#### [Requirement]
Scan the entries below for "lane" and copy each line that holds it.
--
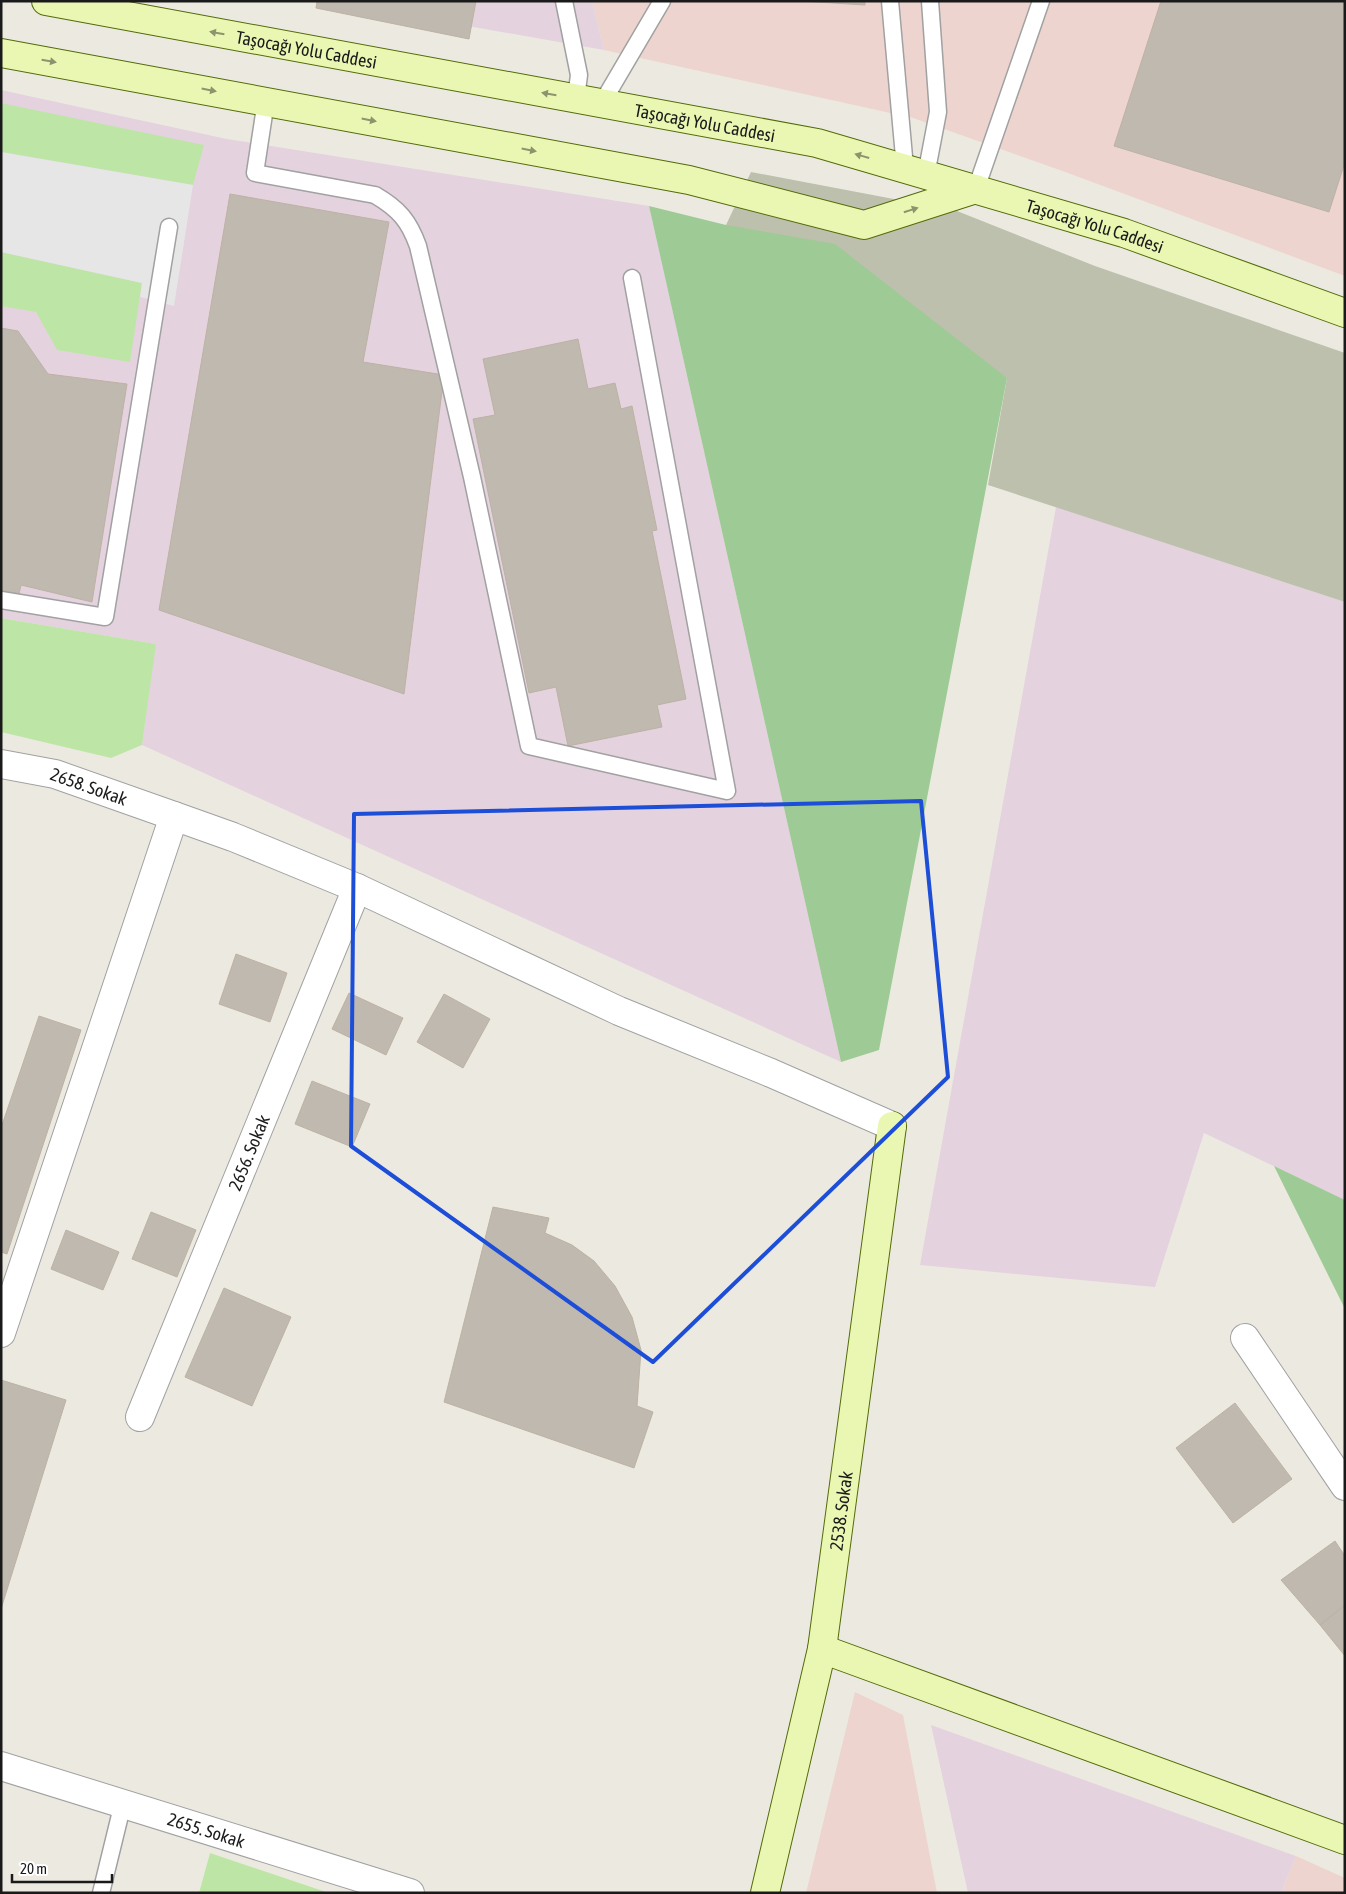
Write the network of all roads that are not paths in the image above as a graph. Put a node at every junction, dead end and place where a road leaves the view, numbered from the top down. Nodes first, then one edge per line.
1 (46, 1) edge
2 (564, 1) edge
3 (662, 1) edge
4 (890, 1) edge
5 (930, 1) edge
6 (1041, 1) edge
7 (1, 53) edge
8 (266, 101) junction
9 (589, 101) junction
10 (915, 172) junction
11 (976, 190) junction
12 (170, 227) dead end
13 (632, 278) dead end
14 (1345, 312) edge
15 (1, 600) edge
16 (1, 764) edge
17 (174, 816) junction
18 (357, 888) junction
19 (892, 1126) joint
20 (1, 1333) edge
21 (1245, 1338) dead end
22 (140, 1417) dead end
23 (1345, 1486) edge
24 (822, 1649) junction
25 (1, 1766) edge
26 (123, 1804) junction
27 (1345, 1840) edge
28 (101, 1893) edge
29 (410, 1893) edge
30 (765, 1893) edge

9 -> 1 main road, Taşocağı Yolu Caddesi
2 - 9 lane
3 - 9 lane
4 - 10 lane
5 - 10 lane
6 - 11 lane
7 -> 8 main road
8 -> 11 main road
8 - 13 lane
10 -> 9 main road, Taşocağı Yolu Caddesi
10 - 11 main road, Taşocağı Yolu Caddesi
11 - 14 main road, Taşocağı Yolu Caddesi
12 - 15 lane
16 - 17 street, 2658. Sokak
17 - 18 street, 2658. Sokak
17 - 20 street
18 - 19 street, 2658. Sokak
18 - 22 street, 2656. Sokak
19 - 24 main road, 2538. Sokak
21 - 23 street
24 - 27 main road
24 - 30 main road, 2538. Sokak
25 - 26 street, 2655. Sokak
26 - 28 lane
26 - 29 street, 2655. Sokak

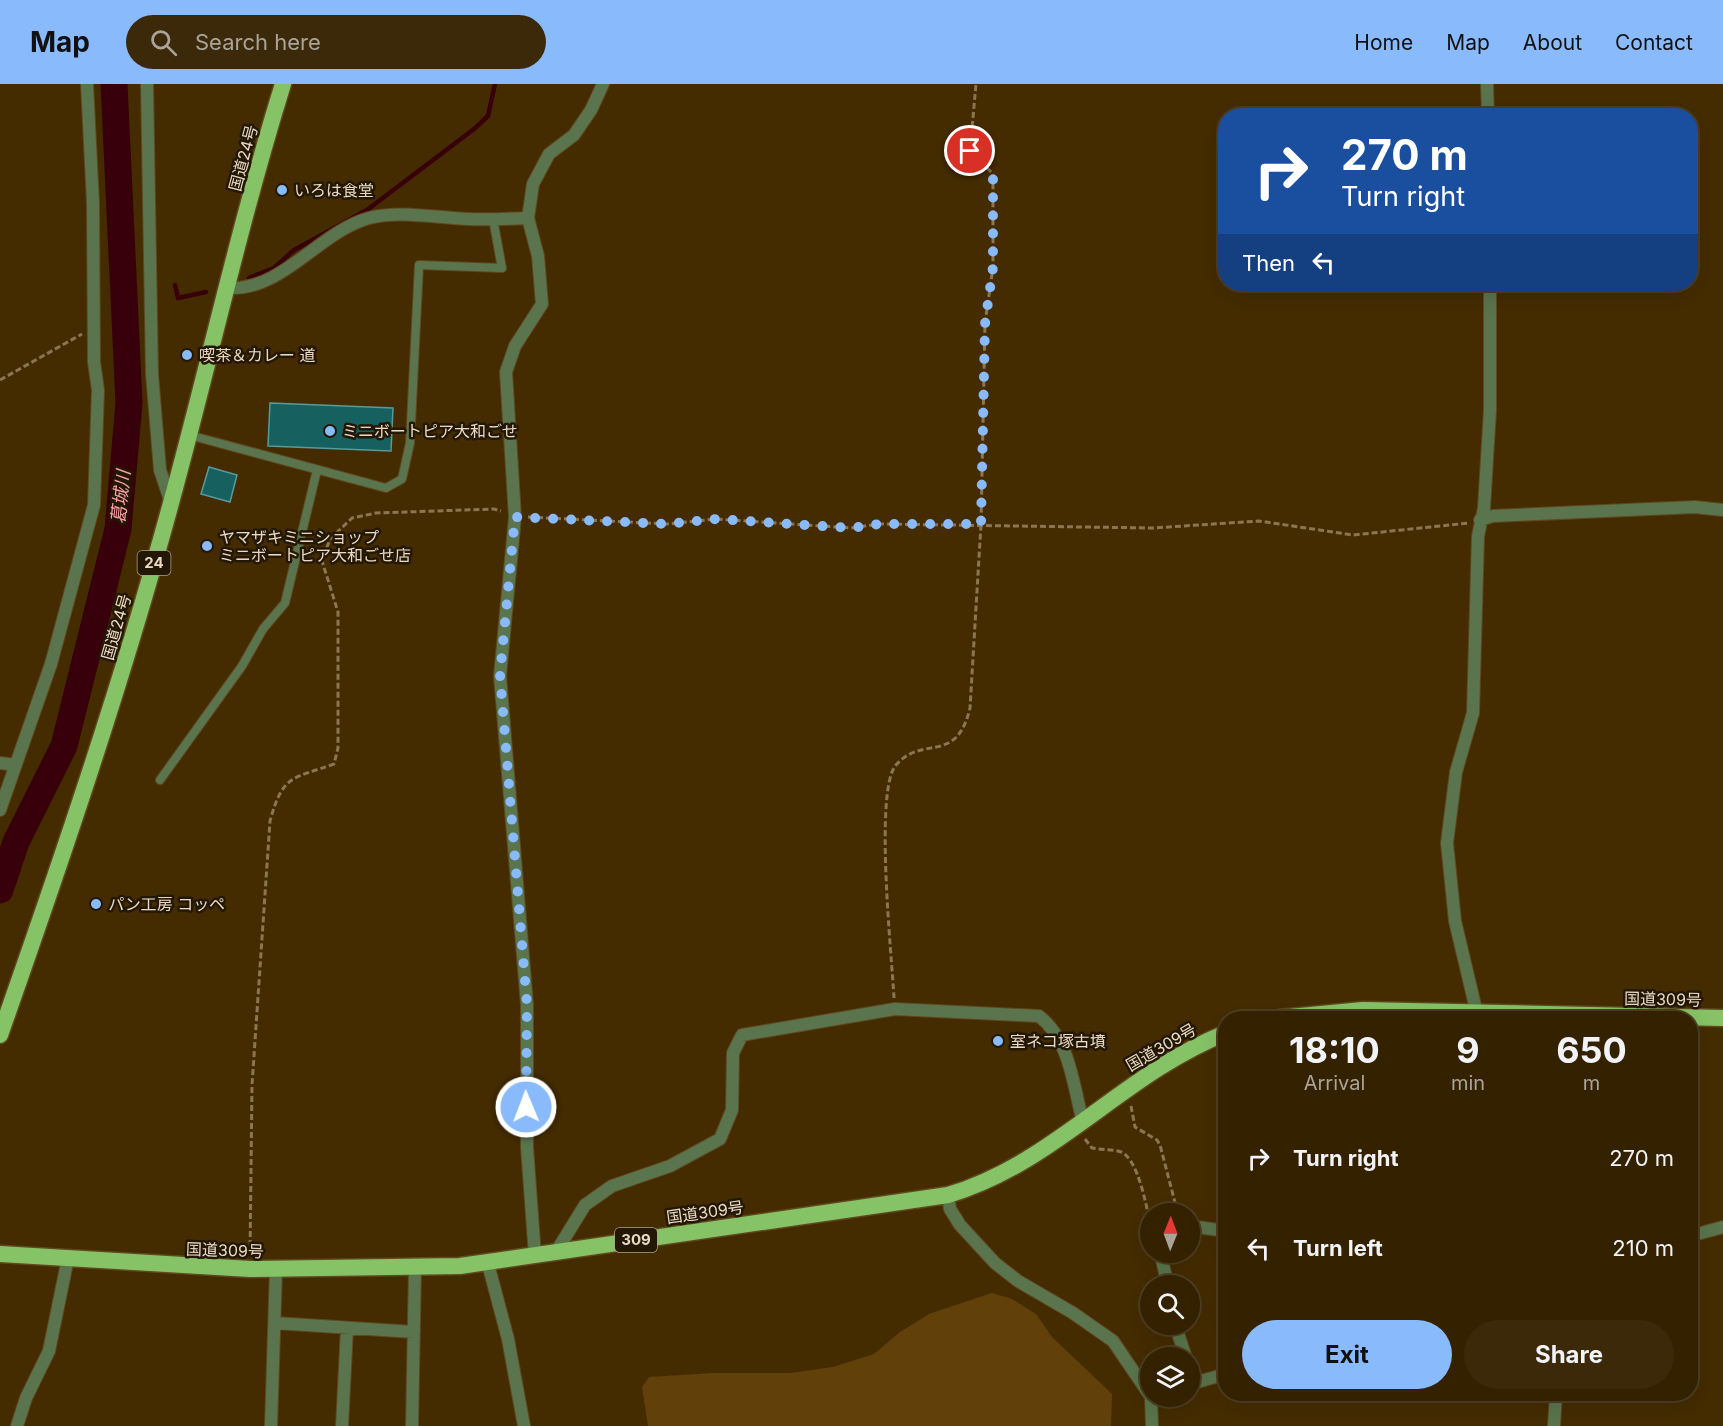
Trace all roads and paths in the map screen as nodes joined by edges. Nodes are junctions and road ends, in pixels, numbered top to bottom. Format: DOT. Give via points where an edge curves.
graph roads {
  1 [pos="87,84"];
  2 [pos="147,84"];
  3 [pos="283,84"];
  4 [pos="603,84"];
  5 [pos="976,84"];
  6 [pos="1487,84"];
  7 [pos="1488,108"];
  8 [pos="528,218"];
  9 [pos="493,219"];
  10 [pos="229,288"];
  11 [pos="1490,291"];
  12 [pos="96,327"];
  13 [pos="0,380"];
  14 [pos="189,435"];
  15 [pos="317,470"];
  16 [pos="171,504"];
  17 [pos="1723,510"];
  18 [pos="515,517"];
  19 [pos="1480,520"];
  20 [pos="981,524"];
  21 [pos="0,762"];
  22 [pos="16,765"];
  23 [pos="160,780"];
  24 [pos="0,810"];
  25 [pos="895,1009"];
  26 [pos="1353,1011"];
  27 [pos="1382,1011"];
  28 [pos="1477,1011"];
  29 [pos="1698,1018"];
  30 [pos="1723,1018"];
  31 [pos="0,1035"];
  32 [pos="1218,1037"];
  33 [pos="1127,1088"];
  34 [pos="1080,1124"];
  35 [pos="948,1195"];
  36 [pos="1146,1203"];
  37 [pos="1175,1203"];
  38 [pos="1723,1227"];
  39 [pos="1200,1229"];
  40 [pos="1218,1231"];
  41 [pos="1698,1234"];
  42 [pos="556,1252"];
  43 [pos="0,1254"];
  44 [pos="535,1256"];
  45 [pos="68,1258"];
  46 [pos="488,1264"];
  47 [pos="416,1268"];
  48 [pos="250,1269"];
  49 [pos="276,1269"];
  50 [pos="275,1323"];
  51 [pos="347,1328"];
  52 [pos="414,1332"];
  53 [pos="1218,1376"];
  54 [pos="1140,1381"];
  55 [pos="1200,1381"];
  56 [pos="1556,1401"];
  57 [pos="1151,1407"];
  58 [pos="17,1426"];
  59 [pos="271,1426"];
  60 [pos="342,1426"];
  61 [pos="412,1426"];
  62 [pos="524,1426"];
  63 [pos="1152,1426"];
  64 [pos="1554,1426"];
  1 -- 12 [label="street"];
  2 -- 16 [label="street" via="152,374 160,470"];
  3 -- 10 [label="highway, 国道24号 / 24"];
  4 -- 8 [label="street" via="574,135 549,154 533,184"];
  5 -- 20 [label="path" via="970,151 993,174 994,216 993,267 985,324"];
  6 -- 7 [label="street"];
  8 -- 9 [label="street"];
  8 -- 18 [label="street" via="538,256 543,304 515,346 507,372"];
  9 -- 10 [label="street" via="387,214 366,219 333,233 270,277 246,289"];
  9 -- 15 [label="lane" via="502,268 419,265 410,442 402,479 386,488"];
  10 -- 14 [label="highway, 国道24号 / 24"];
  11 -- 19 [label="street" via="1490,410"];
  12 -- 13 [label="path"];
  12 -- 22 [label="street" via="94,506 51,664"];
  14 -- 15 [label="lane"];
  14 -- 16 [label="highway, 国道24号 / 24"];
  15 -- 23 [label="lane" via="285,603"];
  16 -- 31 [label="highway, 国道24号 / 24" via="98,750"];
  17 -- 19 [label="street" via="1695,507 1493,516"];
  18 -- 20 [label="path" via="667,524 716,519 851,528 879,524"];
  18 -- 44 [label="street" via="500,675 527,1005 527,1147"];
  18 -- 48 [label="path" via="494,509 376,513 352,518 330,539 322,561 338,612 338,748 334,764 290,778 276,797 270,821 252,1085"];
  19 -- 20 [label="path" via="1353,535 1259,521 1153,528"];
  19 -- 28 [label="street" via="1473,714 1456,772 1447,843 1455,921"];
  20 -- 25 [label="path" via="966,725 957,739 921,751 896,765 888,784 886,858"];
  21 -- 22 [label="street"];
  22 -- 24 [label="street"];
  25 -- 34 [label="street" via="1039,1016 1061,1039"];
  25 -- 42 [label="street" via="742,1035 733,1053 732,1110 720,1139 670,1166 612,1186 585,1205"];
  26 -- 27 [label="highway, 国道309号"];
  29 -- 30 [label="highway, 国道309号"];
  32 -- 33 [label="highway, 国道309号 / 309" via="1179,1055"];
  33 -- 34 [label="highway, 国道309号 / 309"];
  33 -- 37 [label="path" via="1136,1127 1160,1145"];
  34 -- 35 [label="highway, 国道309号 / 309" via="999,1177"];
  34 -- 36 [label="path" via="1092,1148 1128,1156"];
  35 -- 42 [label="highway, 国道309号 / 309"];
  35 -- 54 [label="street" via="960,1225 995,1263 1113,1341"];
  38 -- 41 [label="street"];
  39 -- 40 [label="street"];
  42 -- 44 [label="highway, 国道309号 / 309"];
  43 -- 45 [label="highway, 国道309号 / 309"];
  44 -- 46 [label="highway, 国道309号 / 309"];
  45 -- 48 [label="highway, 国道309号 / 309"];
  45 -- 58 [label="street" via="49,1351"];
  46 -- 47 [label="highway, 国道309号 / 309"];
  46 -- 62 [label="street" via="510,1349"];
  47 -- 49 [label="highway, 国道309号 / 309"];
  47 -- 52 [label="street"];
  48 -- 49 [label="highway, 国道309号 / 309"];
  49 -- 50 [label="street"];
  50 -- 51 [label="street"];
  50 -- 59 [label="street"];
  51 -- 52 [label="street"];
  51 -- 60 [label="street"];
  52 -- 61 [label="street"];
  53 -- 55 [label="street"];
  56 -- 64 [label="street"];
  57 -- 63 [label="street"];
}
--
#### [Answer box]
2 - 9 lane
3 - 9 lane
4 - 10 lane
5 - 10 lane
6 - 11 lane
8 - 13 lane
12 - 15 lane
26 - 28 lane
  9 -- 15 [label="lane" via="502,268 419,265 410,442 402,479 386,488"];
  14 -- 15 [label="lane"];
  15 -- 23 [label="lane" via="285,603"];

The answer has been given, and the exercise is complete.